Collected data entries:
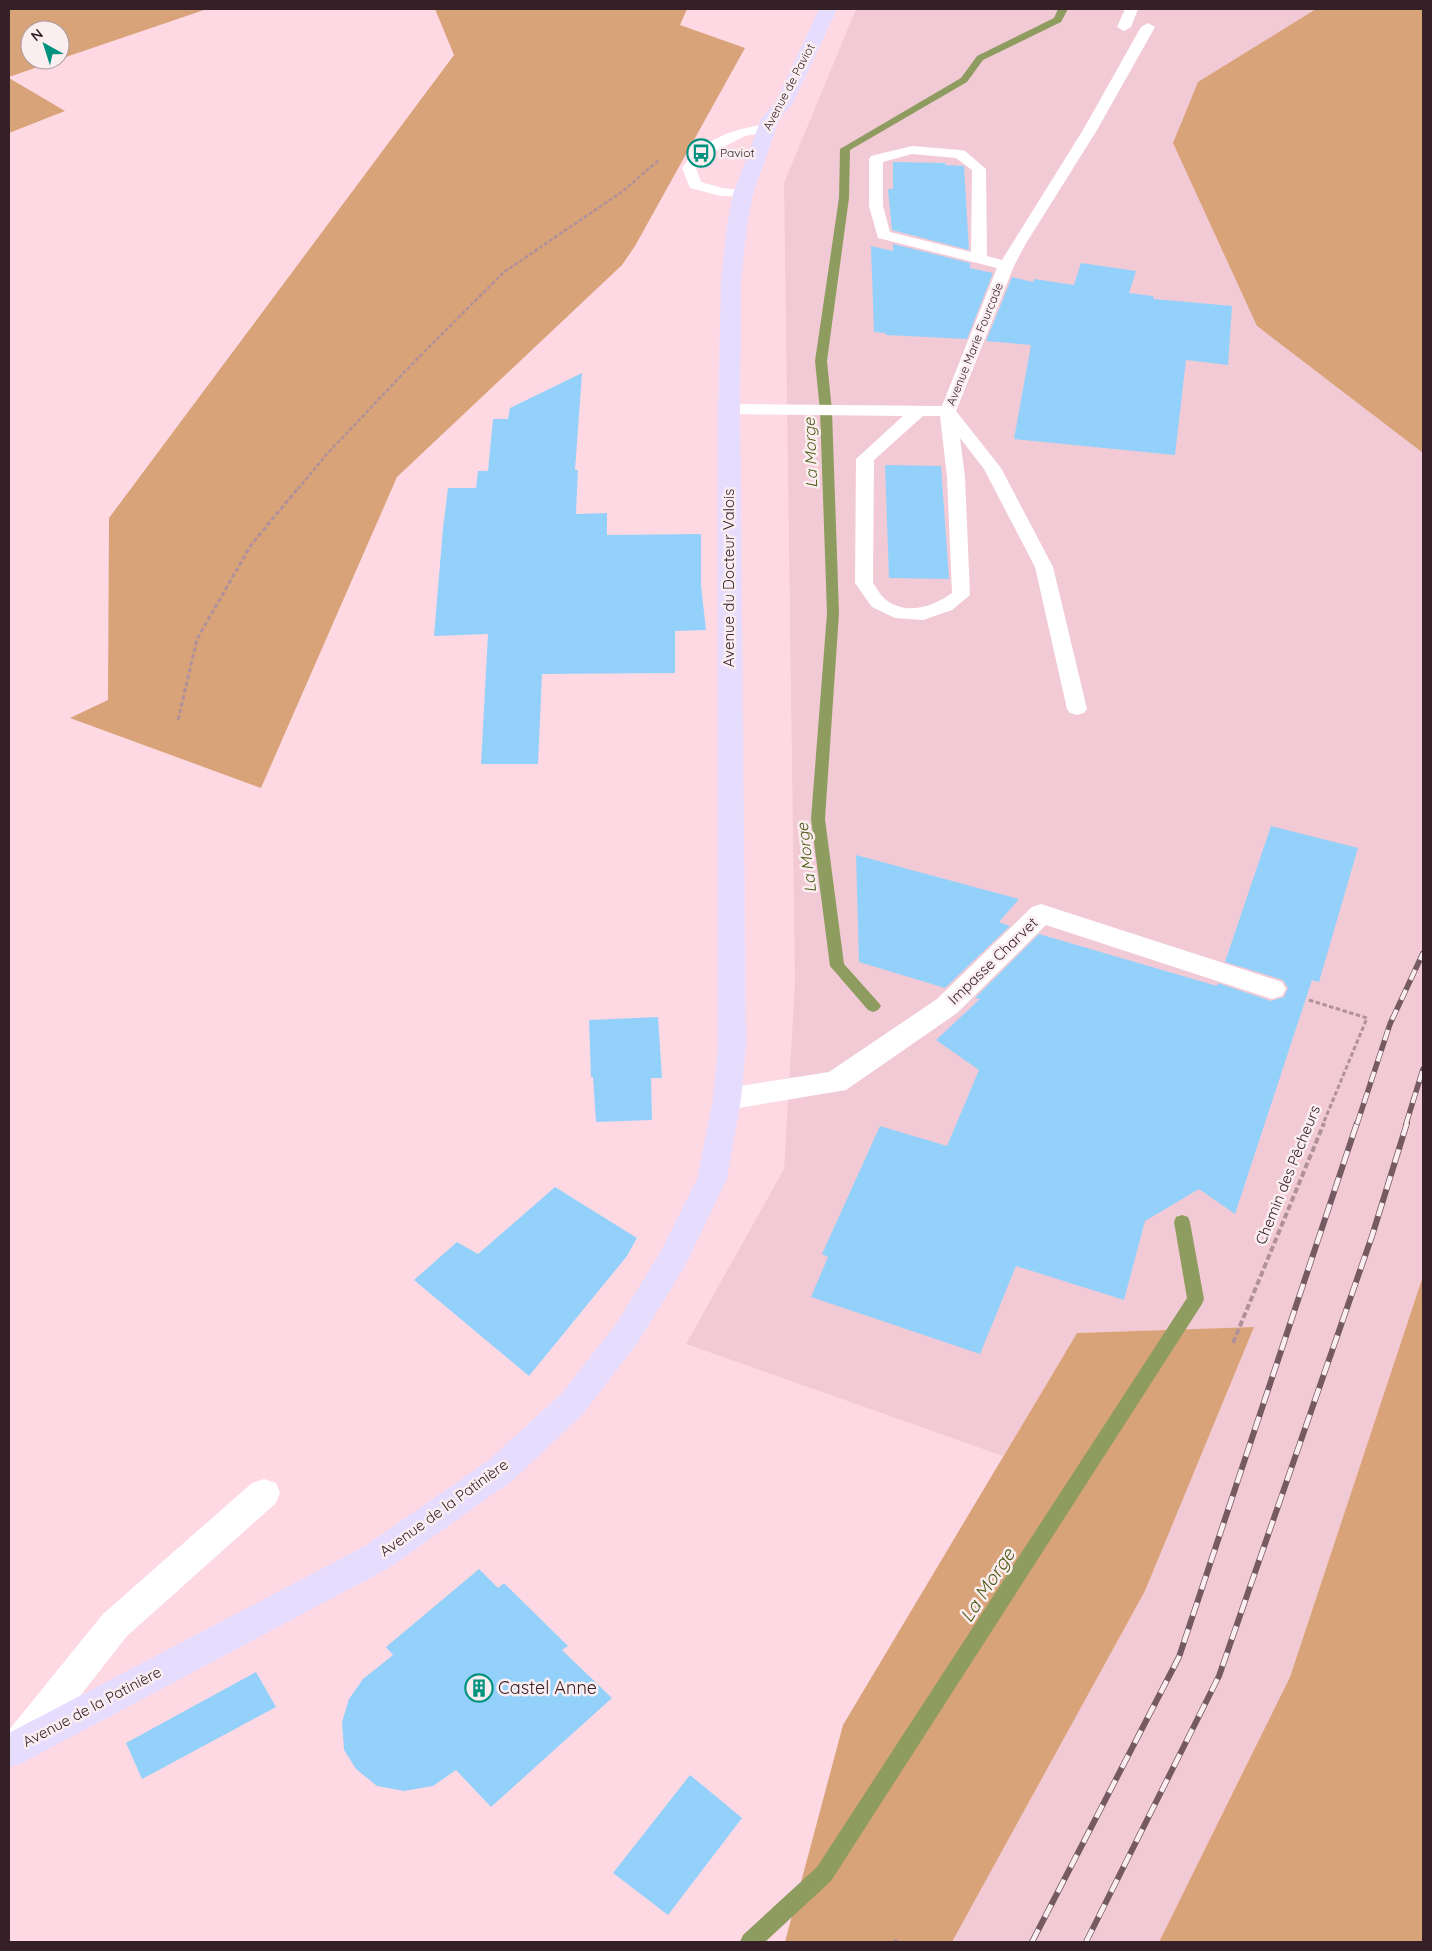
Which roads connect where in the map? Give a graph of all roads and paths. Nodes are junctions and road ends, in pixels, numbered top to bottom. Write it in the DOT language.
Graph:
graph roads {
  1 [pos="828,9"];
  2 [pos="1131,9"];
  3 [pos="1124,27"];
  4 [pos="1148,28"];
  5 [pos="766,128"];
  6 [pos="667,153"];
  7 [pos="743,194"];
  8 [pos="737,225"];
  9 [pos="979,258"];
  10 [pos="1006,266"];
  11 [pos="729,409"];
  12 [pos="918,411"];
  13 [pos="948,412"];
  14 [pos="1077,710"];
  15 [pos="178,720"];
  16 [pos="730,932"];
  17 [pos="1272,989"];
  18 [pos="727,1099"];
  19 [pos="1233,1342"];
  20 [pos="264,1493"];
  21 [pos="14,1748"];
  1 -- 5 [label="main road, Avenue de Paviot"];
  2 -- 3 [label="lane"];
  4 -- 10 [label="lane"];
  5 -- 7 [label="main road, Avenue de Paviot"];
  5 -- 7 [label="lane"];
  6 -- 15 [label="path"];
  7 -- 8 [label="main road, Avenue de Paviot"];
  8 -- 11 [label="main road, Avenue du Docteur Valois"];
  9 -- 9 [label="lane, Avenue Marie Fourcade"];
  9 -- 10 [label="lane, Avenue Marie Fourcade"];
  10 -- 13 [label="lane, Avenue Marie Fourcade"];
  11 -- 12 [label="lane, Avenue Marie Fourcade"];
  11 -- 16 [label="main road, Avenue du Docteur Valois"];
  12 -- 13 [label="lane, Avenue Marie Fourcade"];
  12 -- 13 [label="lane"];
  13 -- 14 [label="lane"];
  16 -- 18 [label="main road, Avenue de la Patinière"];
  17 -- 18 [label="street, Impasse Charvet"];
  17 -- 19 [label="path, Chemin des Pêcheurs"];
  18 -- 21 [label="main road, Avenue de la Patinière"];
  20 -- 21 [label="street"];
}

TASK DETAILS:
From the first line above to the last, copy the records exactly but omit the pictures.

RESPONSE TO THIS TASK:
Which roads connect where in the map? Give a graph of all roads and paths. Nodes are junctions and road ends, in pixels, numbered top to bottom. Write it in the DOT language.
Graph:
graph roads {
  1 [pos="828,9"];
  2 [pos="1131,9"];
  3 [pos="1124,27"];
  4 [pos="1148,28"];
  5 [pos="766,128"];
  6 [pos="667,153"];
  7 [pos="743,194"];
  8 [pos="737,225"];
  9 [pos="979,258"];
  10 [pos="1006,266"];
  11 [pos="729,409"];
  12 [pos="918,411"];
  13 [pos="948,412"];
  14 [pos="1077,710"];
  15 [pos="178,720"];
  16 [pos="730,932"];
  17 [pos="1272,989"];
  18 [pos="727,1099"];
  19 [pos="1233,1342"];
  20 [pos="264,1493"];
  21 [pos="14,1748"];
  1 -- 5 [label="main road, Avenue de Paviot"];
  2 -- 3 [label="lane"];
  4 -- 10 [label="lane"];
  5 -- 7 [label="main road, Avenue de Paviot"];
  5 -- 7 [label="lane"];
  6 -- 15 [label="path"];
  7 -- 8 [label="main road, Avenue de Paviot"];
  8 -- 11 [label="main road, Avenue du Docteur Valois"];
  9 -- 9 [label="lane, Avenue Marie Fourcade"];
  9 -- 10 [label="lane, Avenue Marie Fourcade"];
  10 -- 13 [label="lane, Avenue Marie Fourcade"];
  11 -- 12 [label="lane, Avenue Marie Fourcade"];
  11 -- 16 [label="main road, Avenue du Docteur Valois"];
  12 -- 13 [label="lane, Avenue Marie Fourcade"];
  12 -- 13 [label="lane"];
  13 -- 14 [label="lane"];
  16 -- 18 [label="main road, Avenue de la Patinière"];
  17 -- 18 [label="street, Impasse Charvet"];
  17 -- 19 [label="path, Chemin des Pêcheurs"];
  18 -- 21 [label="main road, Avenue de la Patinière"];
  20 -- 21 [label="street"];
}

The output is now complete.